--- Instructions to follow ---
Begin with the first line of the material and write out each line exactly, ending with the line that contains "Extract the road graph of the". Pictures are not part of the copy.

--- Material for the task ---
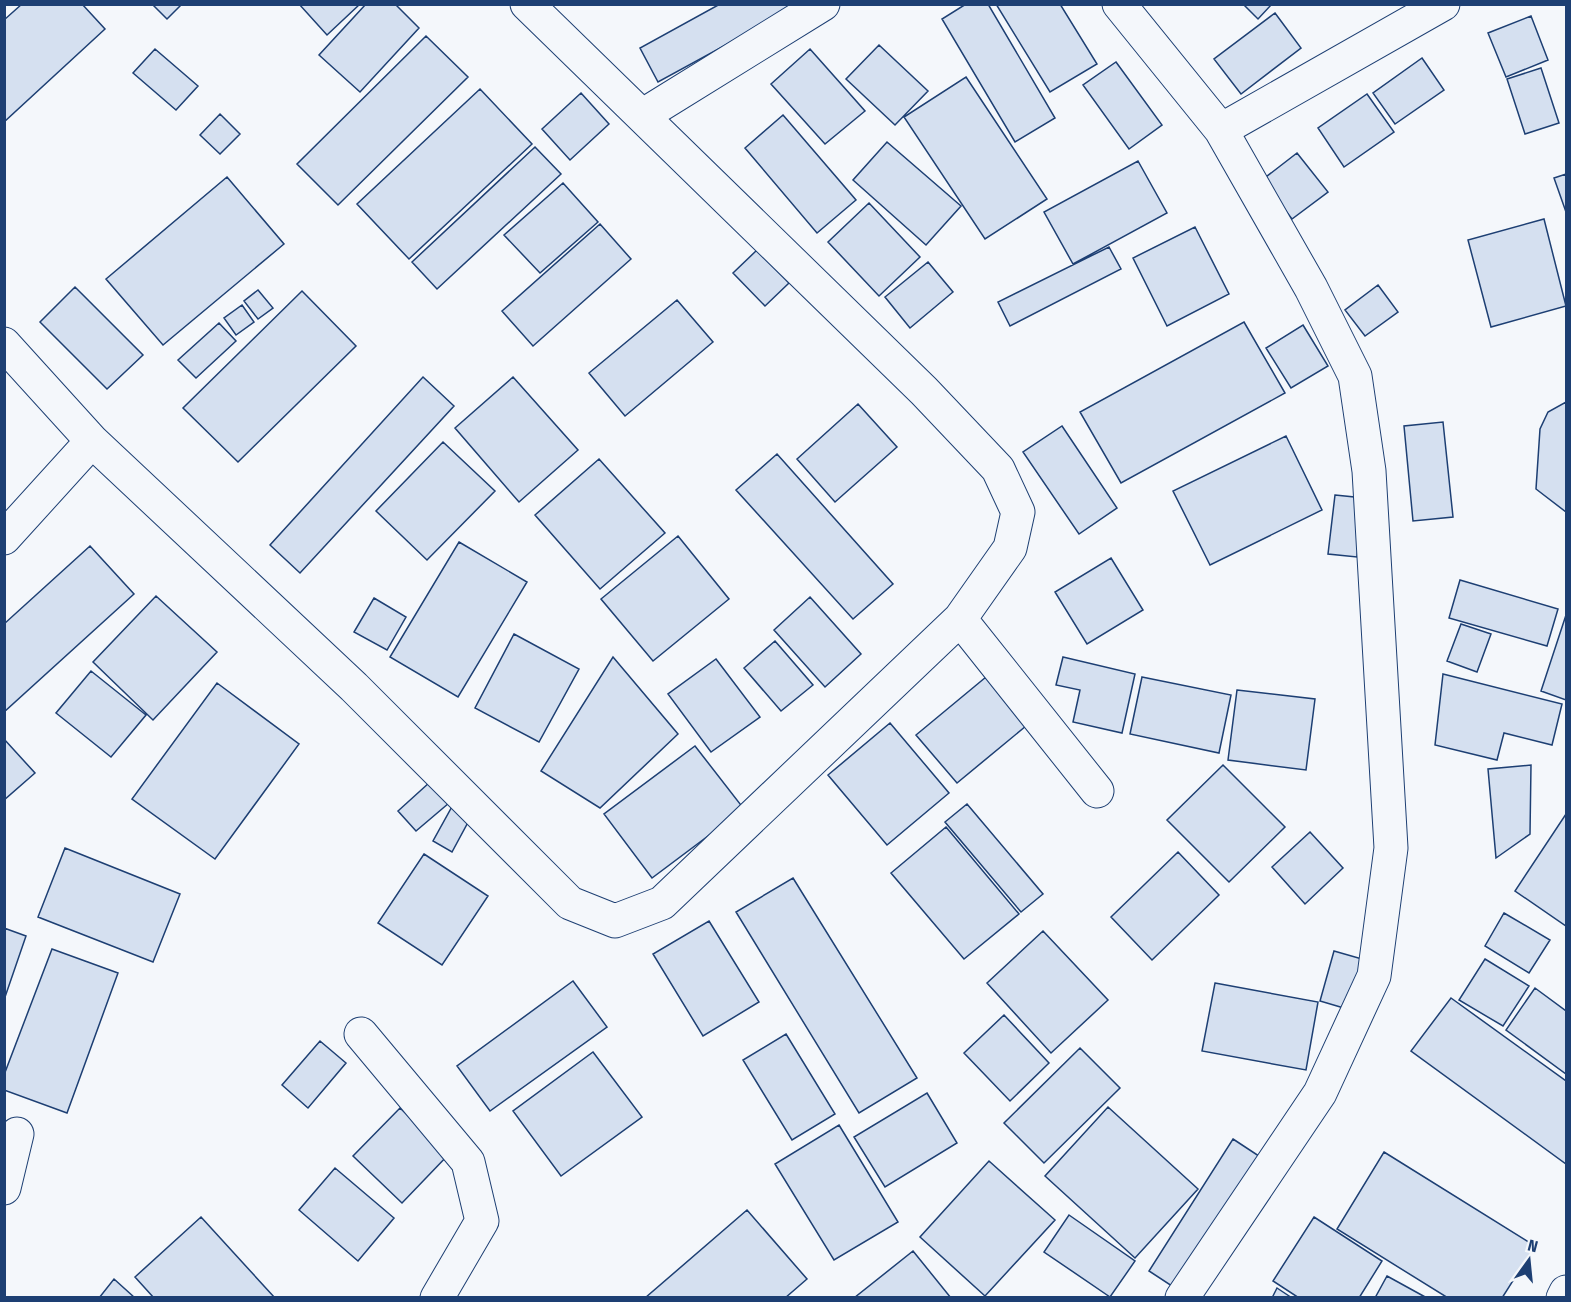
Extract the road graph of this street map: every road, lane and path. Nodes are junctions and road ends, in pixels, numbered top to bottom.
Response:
1 (527, 4) edge
2 (823, 4) edge
3 (1119, 4) edge
4 (1443, 4) edge
5 (642, 116) junction
6 (1221, 130) junction
7 (4, 344) edge
8 (92, 441) junction
9 (4, 538) edge
10 (960, 619) junction
11 (1096, 791) dead end
12 (361, 1034) dead end
13 (17, 1134) dead end
14 (4, 1188) edge
15 (1566, 1292) edge
16 (437, 1298) edge
17 (1182, 1298) edge
18 (1563, 1298) edge

1 - 5 street
2 - 5 street
3 - 6 street
4 - 6 street
5 - 10 street
6 - 17 street
7 - 8 street
8 - 9 street
8 - 10 street
10 - 11 street
12 - 16 street
13 - 14 street
15 - 18 street

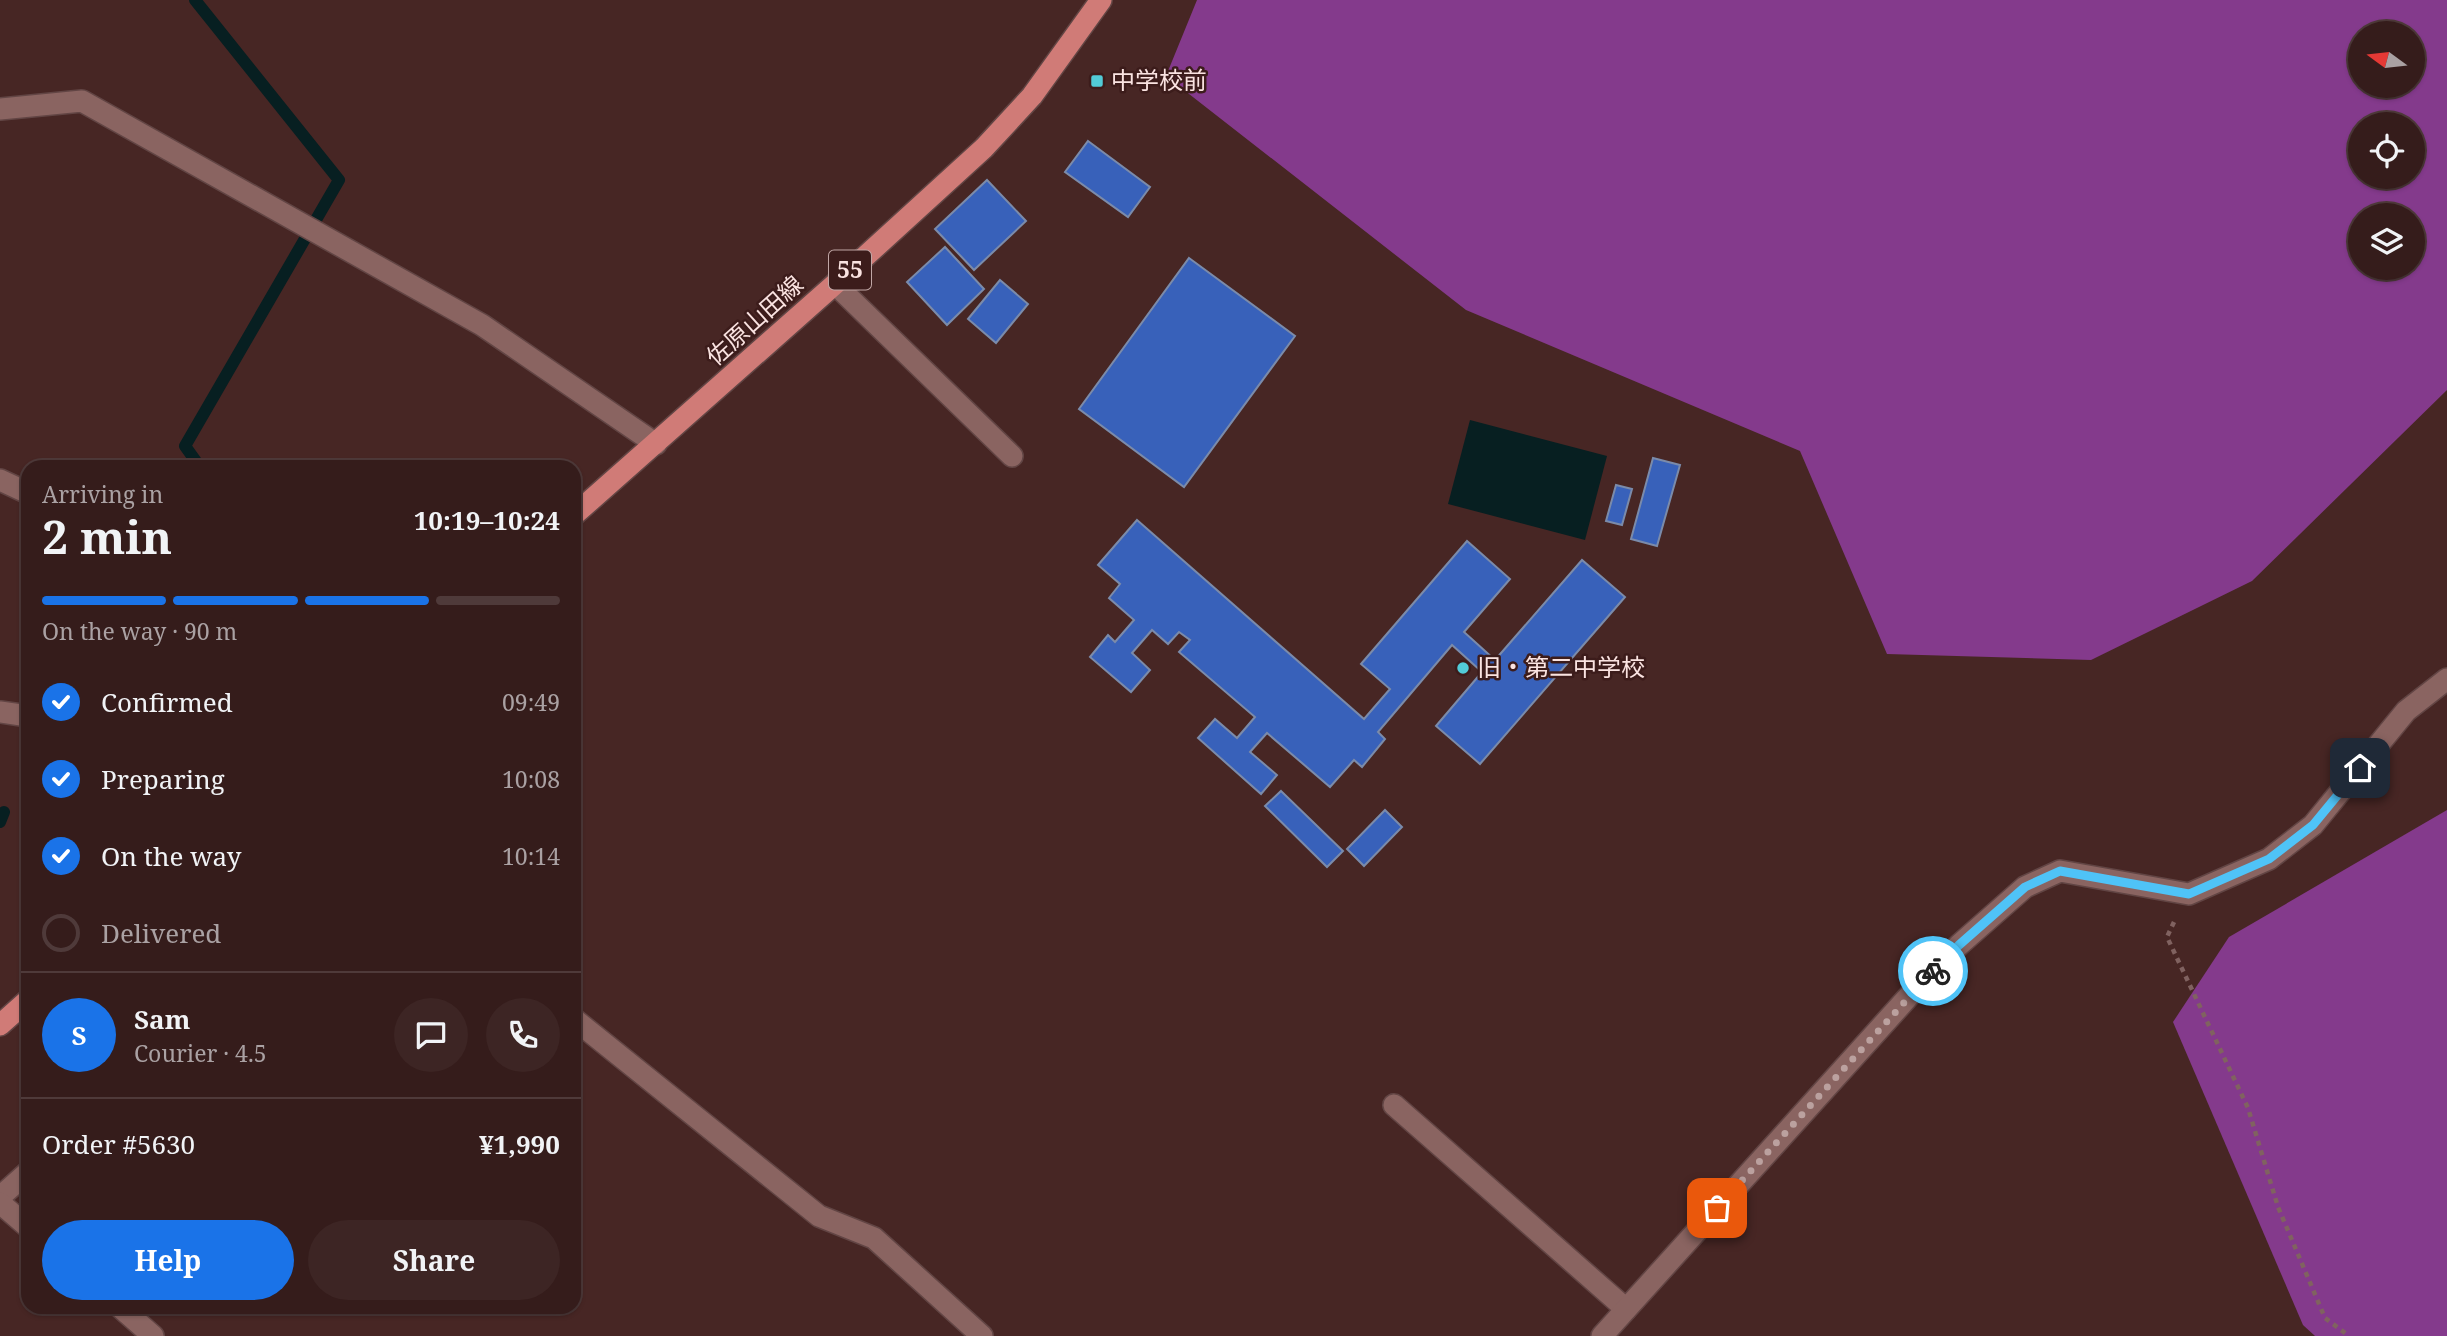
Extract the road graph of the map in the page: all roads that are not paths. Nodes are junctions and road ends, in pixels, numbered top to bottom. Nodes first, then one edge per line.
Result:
1 (1101, 0) edge
2 (0, 109) edge
3 (835, 284) junction
4 (656, 444) junction
5 (1012, 456) dead end
6 (0, 480) edge
7 (21, 490) edge
8 (581, 509) edge
9 (2447, 679) edge
10 (0, 712) edge
11 (21, 715) edge
12 (21, 1006) edge
13 (581, 1025) edge
14 (0, 1026) edge
15 (1394, 1105) dead end
16 (21, 1178) edge
17 (0, 1197) edge
18 (0, 1203) edge
19 (21, 1221) edge
20 (1626, 1309) junction
21 (128, 1314) edge
22 (153, 1336) edge
23 (982, 1336) edge
24 (1603, 1336) edge

1 - 3 main road, 佐原山田線 / 55
2 - 4 street
3 - 4 main road, 佐原山田線 / 55
3 - 5 street
4 - 8 main road, 佐原山田線 / 55
6 - 7 street
9 - 20 street
10 - 11 street
12 - 14 main road
13 - 23 street
15 - 20 street
16 - 17 street
18 - 19 street
20 - 24 street
21 - 22 street

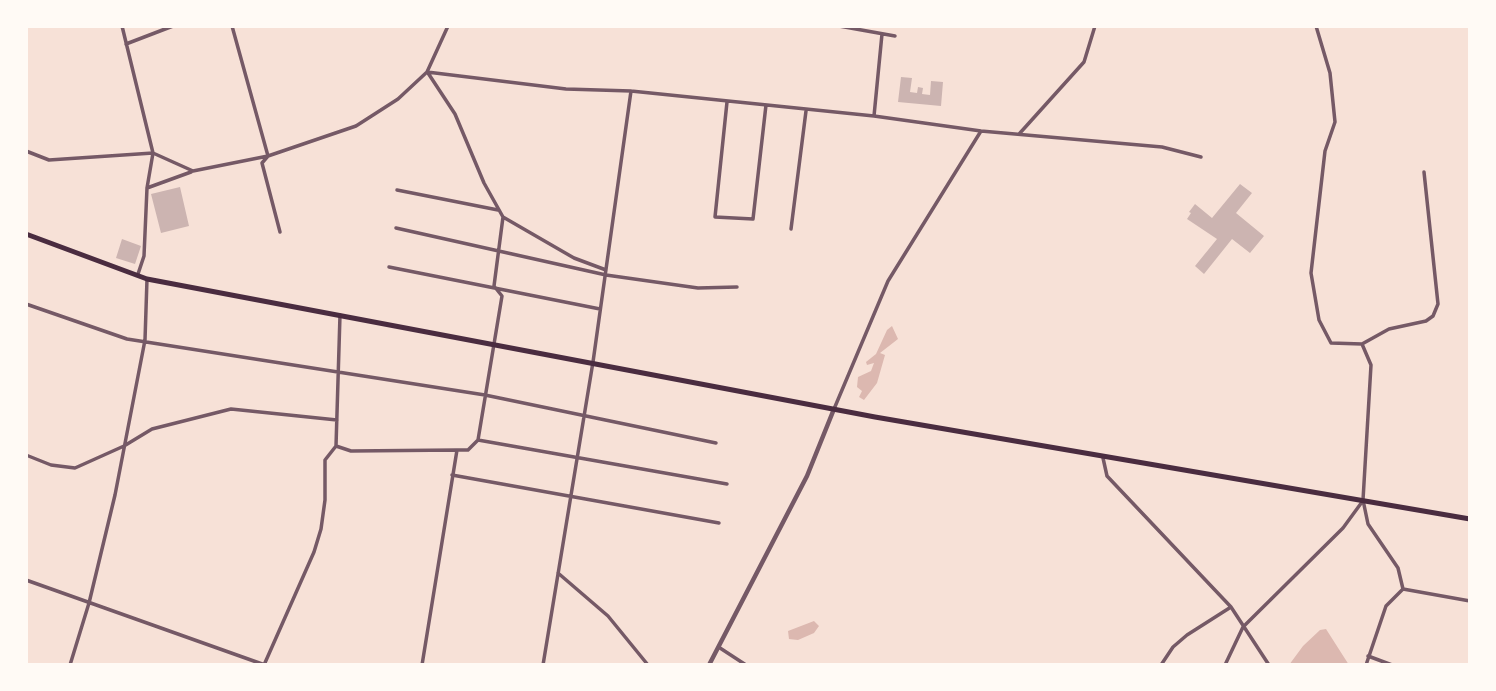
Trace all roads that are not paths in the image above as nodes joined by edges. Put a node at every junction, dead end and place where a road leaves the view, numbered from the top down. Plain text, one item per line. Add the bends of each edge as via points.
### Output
1 (122, 26) edge
2 (173, 26) edge
3 (232, 26) edge
4 (448, 26) edge
5 (839, 26) edge
6 (1095, 26) edge
7 (1316, 26) edge
8 (882, 34) junction
9 (895, 36) dead end
10 (126, 44) junction
11 (427, 72) junction
12 (631, 91) junction
13 (727, 102) junction
14 (766, 105) junction
15 (806, 111) junction
16 (874, 116) junction
17 (981, 131) junction
18 (1020, 133) junction
19 (26, 151) edge
20 (153, 153) junction
21 (268, 156) junction
22 (1201, 157) dead end
23 (193, 171) junction
24 (1424, 172) dead end
25 (147, 188) junction
26 (397, 190) dead end
27 (498, 210) junction
28 (503, 217) junction
29 (396, 228) dead end
30 (791, 229) dead end
31 (280, 232) dead end
32 (26, 234) edge
33 (500, 251) junction
34 (389, 267) dead end
35 (606, 273) junction
36 (138, 275) junction
37 (147, 279) junction
38 (737, 287) dead end
39 (496, 288) junction
40 (26, 304) edge
41 (601, 309) junction
42 (340, 315) junction
43 (145, 340) junction
44 (495, 343) junction
45 (1362, 344) junction
46 (593, 362) junction
47 (336, 370) junction
48 (485, 395) junction
49 (834, 409) junction
50 (583, 414) junction
51 (337, 419) junction
52 (478, 440) junction
53 (716, 443) dead end
54 (124, 446) junction
55 (336, 446) junction
56 (457, 450) junction
57 (26, 455) edge
58 (578, 458) junction
59 (1103, 458) junction
60 (452, 475) junction
61 (727, 484) dead end
62 (570, 496) junction
63 (1363, 500) junction
64 (1470, 519) edge
65 (719, 523) dead end
66 (558, 573) junction
67 (26, 580) edge
68 (1403, 589) junction
69 (1470, 601) edge
70 (89, 603) junction
71 (1231, 607) junction
72 (1243, 627) junction
73 (720, 648) junction
74 (1368, 656) junction
75 (69, 665) edge
76 (264, 665) edge
77 (422, 665) edge
78 (543, 665) edge
79 (648, 665) edge
80 (709, 665) edge
81 (746, 665) edge
82 (1161, 665) edge
83 (1225, 665) edge
84 (1269, 665) edge
85 (1366, 665) edge
86 (1392, 665) edge

1 - 10 street
2 - 10 street
3 - 21 street
4 - 11 street
5 - 8 street
6 - 18 street via 1084,62
7 - 45 street via 1330,73 1335,122 1325,151 1311,273 1319,320 1331,343
8 - 9 street
8 - 16 street
10 - 20 street
11 - 12 street via 566,89
11 - 21 street via 398,99 356,126
11 - 27 street via 455,114
12 - 13 street
12 - 35 street
13 - 14 street
13 - 14 street via 715,217 753,219
14 - 15 street
15 - 16 street
15 - 30 street
16 - 17 street
17 - 18 street
17 - 49 street via 888,281
18 - 22 street via 1179,148
19 - 20 street via 49,160
20 - 23 street
20 - 25 street
21 - 23 street
21 - 31 street via 262,163
23 - 25 street
24 - 45 street via 1438,304 1426,321 1389,329
25 - 36 street via 144,256
26 - 27 street
27 - 28 street
28 - 33 street
28 - 35 street
29 - 33 street
32 - 36 main road
33 - 35 street
33 - 39 street
34 - 39 street
35 - 38 street via 698,288
35 - 41 street
36 - 37 main road
37 - 42 main road
37 - 43 street
39 - 41 street
39 - 44 street via 502,296
40 - 43 street via 127,339
41 - 46 street
42 - 44 main road
42 - 47 street
43 - 47 street
43 - 54 street
44 - 46 main road
44 - 48 street
45 - 63 street via 1371,365
46 - 49 main road
46 - 50 street
47 - 48 street
47 - 51 street
48 - 50 street
48 - 52 street
49 - 59 main road
49 - 73 street via 807,476
50 - 53 street
50 - 58 street
51 - 54 street via 231,409 152,429
51 - 55 street
52 - 56 street via 468,450
52 - 58 street
54 - 57 street via 75,468
54 - 70 street
55 - 56 street via 352,451
55 - 76 street via 325,460 325,500 314,552
56 - 60 street
58 - 61 street
58 - 62 street
59 - 63 main road
59 - 71 street via 1107,476
60 - 62 street
60 - 77 street
62 - 65 street
62 - 66 street
63 - 64 main road
63 - 68 street via 1368,524 1398,568
63 - 72 street via 1343,528
66 - 78 street
66 - 79 street via 608,617
67 - 70 street
68 - 69 street
68 - 74 street via 1386,606
70 - 75 street
70 - 76 street
71 - 72 street
71 - 82 street via 1187,635
72 - 83 street
72 - 84 street
73 - 80 street
73 - 81 street
74 - 85 street
74 - 86 street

--- Task output ---
Extract the road graph of this street map: every road, lane and path. Nodes are junctions and road ends, in pixels, numbered top to bottom.
Response:
1 (527, 4) edge
2 (823, 4) edge
3 (1119, 4) edge
4 (1443, 4) edge
5 (642, 116) junction
6 (1221, 130) junction
7 (4, 344) edge
8 (92, 441) junction
9 (4, 538) edge
10 (960, 619) junction
11 (1096, 791) dead end
12 (361, 1034) dead end
13 (17, 1134) dead end
14 (4, 1188) edge
15 (1566, 1292) edge
16 (437, 1298) edge
17 (1182, 1298) edge
18 (1563, 1298) edge

1 - 5 street
2 - 5 street
3 - 6 street
4 - 6 street
5 - 10 street
6 - 17 street
7 - 8 street
8 - 9 street
8 - 10 street
10 - 11 street
12 - 16 street
13 - 14 street
15 - 18 street

Extract the road graph of the map in the page: all roads that are not paths. Nodes are junctions and road ends, in pixels, numbered top to bottom. Nodes first, then one edge per line.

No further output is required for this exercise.